[Data items]
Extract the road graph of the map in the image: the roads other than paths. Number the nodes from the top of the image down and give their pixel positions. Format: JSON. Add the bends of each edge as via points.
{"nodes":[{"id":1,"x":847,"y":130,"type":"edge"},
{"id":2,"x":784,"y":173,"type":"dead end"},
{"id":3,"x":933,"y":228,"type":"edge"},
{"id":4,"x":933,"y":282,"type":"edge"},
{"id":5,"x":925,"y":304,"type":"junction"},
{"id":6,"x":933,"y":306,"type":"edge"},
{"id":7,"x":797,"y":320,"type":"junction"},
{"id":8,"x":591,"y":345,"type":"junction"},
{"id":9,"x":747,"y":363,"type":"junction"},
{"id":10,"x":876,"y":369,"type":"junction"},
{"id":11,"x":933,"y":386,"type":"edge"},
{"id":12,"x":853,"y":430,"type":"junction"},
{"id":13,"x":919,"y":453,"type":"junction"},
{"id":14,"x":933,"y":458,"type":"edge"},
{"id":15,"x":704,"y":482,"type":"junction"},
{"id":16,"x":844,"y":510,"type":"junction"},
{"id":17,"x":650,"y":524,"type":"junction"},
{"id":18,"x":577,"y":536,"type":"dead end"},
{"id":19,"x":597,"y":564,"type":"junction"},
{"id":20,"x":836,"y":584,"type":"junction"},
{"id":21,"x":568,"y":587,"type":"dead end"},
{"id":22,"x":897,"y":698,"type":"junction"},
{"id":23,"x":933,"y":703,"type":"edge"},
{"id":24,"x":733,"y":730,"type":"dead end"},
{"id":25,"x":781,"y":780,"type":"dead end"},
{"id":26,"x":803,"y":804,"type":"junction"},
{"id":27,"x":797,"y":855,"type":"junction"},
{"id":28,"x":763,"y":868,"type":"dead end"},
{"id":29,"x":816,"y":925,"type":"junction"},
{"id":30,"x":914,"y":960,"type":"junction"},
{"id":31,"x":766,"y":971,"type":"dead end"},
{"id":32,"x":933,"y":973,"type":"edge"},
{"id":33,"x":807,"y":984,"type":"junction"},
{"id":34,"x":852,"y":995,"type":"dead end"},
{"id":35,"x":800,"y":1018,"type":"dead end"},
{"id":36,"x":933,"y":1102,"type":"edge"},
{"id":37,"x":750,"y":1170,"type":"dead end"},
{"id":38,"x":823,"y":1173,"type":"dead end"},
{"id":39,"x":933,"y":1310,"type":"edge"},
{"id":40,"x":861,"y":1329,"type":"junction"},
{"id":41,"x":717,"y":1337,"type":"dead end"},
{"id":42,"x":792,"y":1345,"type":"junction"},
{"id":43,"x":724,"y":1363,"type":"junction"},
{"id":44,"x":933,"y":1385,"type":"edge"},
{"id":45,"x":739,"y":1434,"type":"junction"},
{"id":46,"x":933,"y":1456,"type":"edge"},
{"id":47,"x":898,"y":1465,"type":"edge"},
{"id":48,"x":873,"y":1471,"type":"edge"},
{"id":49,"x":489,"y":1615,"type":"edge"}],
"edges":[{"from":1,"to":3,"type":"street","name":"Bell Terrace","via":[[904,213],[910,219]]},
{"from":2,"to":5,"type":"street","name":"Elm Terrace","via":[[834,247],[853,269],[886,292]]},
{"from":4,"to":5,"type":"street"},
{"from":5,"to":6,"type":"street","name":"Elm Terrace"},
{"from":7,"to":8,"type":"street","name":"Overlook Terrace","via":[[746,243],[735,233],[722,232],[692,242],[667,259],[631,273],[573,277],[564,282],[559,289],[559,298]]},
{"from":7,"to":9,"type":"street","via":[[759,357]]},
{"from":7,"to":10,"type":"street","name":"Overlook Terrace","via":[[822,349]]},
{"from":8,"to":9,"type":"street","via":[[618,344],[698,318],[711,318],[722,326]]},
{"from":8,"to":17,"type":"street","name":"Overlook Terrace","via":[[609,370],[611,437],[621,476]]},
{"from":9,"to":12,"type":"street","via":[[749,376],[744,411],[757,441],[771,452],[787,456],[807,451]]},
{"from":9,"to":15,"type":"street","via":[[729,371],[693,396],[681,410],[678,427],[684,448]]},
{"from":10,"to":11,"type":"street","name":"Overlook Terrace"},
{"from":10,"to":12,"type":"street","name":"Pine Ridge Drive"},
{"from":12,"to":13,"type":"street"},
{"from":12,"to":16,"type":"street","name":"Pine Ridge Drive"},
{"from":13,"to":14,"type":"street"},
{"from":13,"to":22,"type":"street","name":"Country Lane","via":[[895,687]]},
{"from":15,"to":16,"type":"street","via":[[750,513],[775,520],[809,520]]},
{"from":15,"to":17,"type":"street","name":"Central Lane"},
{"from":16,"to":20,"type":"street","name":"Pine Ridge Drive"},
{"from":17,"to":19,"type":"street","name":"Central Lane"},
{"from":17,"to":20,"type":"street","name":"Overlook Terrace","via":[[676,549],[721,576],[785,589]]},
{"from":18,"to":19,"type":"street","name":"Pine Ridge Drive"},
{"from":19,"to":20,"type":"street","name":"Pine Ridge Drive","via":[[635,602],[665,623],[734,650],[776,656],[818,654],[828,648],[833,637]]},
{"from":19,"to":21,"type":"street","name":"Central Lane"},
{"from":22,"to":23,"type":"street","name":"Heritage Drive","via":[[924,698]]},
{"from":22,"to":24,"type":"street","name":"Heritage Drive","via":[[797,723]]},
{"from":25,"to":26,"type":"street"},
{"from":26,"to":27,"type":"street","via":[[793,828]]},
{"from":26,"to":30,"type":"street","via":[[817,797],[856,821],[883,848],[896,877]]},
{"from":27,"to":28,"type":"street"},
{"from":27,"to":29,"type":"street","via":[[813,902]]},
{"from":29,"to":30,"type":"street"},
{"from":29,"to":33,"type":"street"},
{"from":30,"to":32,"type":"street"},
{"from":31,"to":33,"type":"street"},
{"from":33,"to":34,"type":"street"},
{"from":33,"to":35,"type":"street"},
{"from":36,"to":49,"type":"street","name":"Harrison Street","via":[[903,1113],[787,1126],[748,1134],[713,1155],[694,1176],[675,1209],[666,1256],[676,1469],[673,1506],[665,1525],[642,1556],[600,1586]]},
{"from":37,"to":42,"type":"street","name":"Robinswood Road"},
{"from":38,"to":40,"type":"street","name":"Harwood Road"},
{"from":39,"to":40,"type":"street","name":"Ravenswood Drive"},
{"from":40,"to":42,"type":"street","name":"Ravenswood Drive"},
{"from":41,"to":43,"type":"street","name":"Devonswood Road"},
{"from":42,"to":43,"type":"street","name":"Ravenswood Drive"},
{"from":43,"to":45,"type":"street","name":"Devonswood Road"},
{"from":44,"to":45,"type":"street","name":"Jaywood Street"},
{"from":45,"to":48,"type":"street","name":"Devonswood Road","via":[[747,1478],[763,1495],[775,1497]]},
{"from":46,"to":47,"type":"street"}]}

WHAT THE TASK ASKS:
Among the records above, find each line holding the string "Central" and pull it out.

RESPONSE AREA:
{"from":15,"to":17,"type":"street","name":"Central Lane"},
{"from":17,"to":19,"type":"street","name":"Central Lane"},
{"from":19,"to":21,"type":"street","name":"Central Lane"},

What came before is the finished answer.